§ **Your objective**: This exercise calls for every line of the listing below that contains the word "Rolón".

§ **Supplied material**:

=-=-=-=-=

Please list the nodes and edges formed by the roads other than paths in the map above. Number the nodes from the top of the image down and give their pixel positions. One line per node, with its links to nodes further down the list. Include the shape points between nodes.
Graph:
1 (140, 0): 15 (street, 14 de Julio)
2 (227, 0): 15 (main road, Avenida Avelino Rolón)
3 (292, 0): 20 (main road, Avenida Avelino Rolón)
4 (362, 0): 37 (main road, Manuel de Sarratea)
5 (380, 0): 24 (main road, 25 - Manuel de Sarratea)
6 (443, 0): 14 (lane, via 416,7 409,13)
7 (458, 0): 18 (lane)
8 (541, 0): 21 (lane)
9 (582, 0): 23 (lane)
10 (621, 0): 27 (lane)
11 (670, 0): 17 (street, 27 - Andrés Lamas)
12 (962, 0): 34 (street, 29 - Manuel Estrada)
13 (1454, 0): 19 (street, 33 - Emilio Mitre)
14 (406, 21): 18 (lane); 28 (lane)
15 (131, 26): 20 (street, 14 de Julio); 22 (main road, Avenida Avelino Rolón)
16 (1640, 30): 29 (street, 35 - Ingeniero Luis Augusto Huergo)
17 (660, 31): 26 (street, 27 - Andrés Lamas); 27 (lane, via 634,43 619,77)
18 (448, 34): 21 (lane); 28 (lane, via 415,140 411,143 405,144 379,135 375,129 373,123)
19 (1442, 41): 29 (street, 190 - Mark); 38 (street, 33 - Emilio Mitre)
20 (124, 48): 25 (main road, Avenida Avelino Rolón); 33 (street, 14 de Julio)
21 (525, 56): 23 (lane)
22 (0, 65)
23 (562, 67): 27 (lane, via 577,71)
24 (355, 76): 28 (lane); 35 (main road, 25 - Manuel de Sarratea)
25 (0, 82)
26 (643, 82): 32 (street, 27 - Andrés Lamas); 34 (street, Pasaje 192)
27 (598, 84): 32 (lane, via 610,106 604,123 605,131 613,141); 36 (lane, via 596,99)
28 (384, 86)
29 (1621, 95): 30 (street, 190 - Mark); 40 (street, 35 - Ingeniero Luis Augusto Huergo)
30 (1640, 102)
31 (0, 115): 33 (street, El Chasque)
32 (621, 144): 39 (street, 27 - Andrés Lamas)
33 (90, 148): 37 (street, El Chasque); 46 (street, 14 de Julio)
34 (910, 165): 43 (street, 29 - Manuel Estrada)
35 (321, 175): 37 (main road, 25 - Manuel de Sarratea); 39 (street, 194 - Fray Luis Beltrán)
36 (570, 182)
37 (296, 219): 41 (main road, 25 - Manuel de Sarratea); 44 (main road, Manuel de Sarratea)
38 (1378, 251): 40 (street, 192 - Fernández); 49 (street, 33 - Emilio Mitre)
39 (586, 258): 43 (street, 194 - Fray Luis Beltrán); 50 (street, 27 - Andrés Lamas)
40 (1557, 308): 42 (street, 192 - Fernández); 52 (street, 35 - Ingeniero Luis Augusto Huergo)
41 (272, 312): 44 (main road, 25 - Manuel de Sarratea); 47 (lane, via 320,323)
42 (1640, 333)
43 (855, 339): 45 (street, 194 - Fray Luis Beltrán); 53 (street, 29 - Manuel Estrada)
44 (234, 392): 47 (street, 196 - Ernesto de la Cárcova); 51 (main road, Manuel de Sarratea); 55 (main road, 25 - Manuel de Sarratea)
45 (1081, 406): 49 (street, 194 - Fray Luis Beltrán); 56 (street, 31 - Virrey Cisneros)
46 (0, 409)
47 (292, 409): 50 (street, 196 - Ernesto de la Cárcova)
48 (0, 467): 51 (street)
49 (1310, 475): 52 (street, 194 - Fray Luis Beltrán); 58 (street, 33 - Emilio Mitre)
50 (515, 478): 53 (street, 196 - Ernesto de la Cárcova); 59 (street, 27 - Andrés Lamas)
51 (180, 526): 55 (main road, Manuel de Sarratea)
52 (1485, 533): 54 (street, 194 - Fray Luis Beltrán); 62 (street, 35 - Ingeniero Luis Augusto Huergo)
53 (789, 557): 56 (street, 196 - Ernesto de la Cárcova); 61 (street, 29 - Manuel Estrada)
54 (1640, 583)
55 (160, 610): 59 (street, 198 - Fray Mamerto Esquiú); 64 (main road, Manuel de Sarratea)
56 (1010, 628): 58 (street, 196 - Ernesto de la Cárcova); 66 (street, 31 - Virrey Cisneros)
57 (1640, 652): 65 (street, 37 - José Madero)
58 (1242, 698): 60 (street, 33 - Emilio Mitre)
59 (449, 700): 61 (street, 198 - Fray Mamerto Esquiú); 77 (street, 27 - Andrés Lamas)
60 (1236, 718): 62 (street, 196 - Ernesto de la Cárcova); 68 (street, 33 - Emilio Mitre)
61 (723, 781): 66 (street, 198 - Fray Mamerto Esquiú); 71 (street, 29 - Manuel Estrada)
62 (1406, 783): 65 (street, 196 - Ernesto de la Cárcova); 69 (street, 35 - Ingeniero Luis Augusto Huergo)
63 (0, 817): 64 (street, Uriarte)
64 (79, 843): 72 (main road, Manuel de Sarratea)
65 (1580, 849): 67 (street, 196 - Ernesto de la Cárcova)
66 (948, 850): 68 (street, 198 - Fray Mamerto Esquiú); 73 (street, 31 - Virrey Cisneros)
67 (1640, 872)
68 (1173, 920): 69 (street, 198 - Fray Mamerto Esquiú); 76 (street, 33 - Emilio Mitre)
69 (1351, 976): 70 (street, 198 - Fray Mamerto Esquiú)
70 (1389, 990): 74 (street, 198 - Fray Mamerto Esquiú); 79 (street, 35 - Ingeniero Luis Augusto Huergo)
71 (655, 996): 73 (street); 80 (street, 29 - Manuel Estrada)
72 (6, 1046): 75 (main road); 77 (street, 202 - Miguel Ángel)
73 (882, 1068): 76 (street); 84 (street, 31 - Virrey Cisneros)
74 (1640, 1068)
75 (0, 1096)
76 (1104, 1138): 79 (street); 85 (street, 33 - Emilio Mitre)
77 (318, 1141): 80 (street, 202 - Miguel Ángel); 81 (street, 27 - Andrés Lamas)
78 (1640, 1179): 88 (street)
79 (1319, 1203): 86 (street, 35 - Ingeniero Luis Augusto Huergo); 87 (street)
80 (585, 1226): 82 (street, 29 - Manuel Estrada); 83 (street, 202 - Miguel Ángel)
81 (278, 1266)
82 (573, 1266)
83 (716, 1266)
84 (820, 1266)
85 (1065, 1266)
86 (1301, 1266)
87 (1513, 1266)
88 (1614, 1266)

=-=-=-=-=

§ **Answer section**:
2 (227, 0): 15 (main road, Avenida Avelino Rolón)
3 (292, 0): 20 (main road, Avenida Avelino Rolón)
15 (131, 26): 20 (street, 14 de Julio); 22 (main road, Avenida Avelino Rolón)
20 (124, 48): 25 (main road, Avenida Avelino Rolón); 33 (street, 14 de Julio)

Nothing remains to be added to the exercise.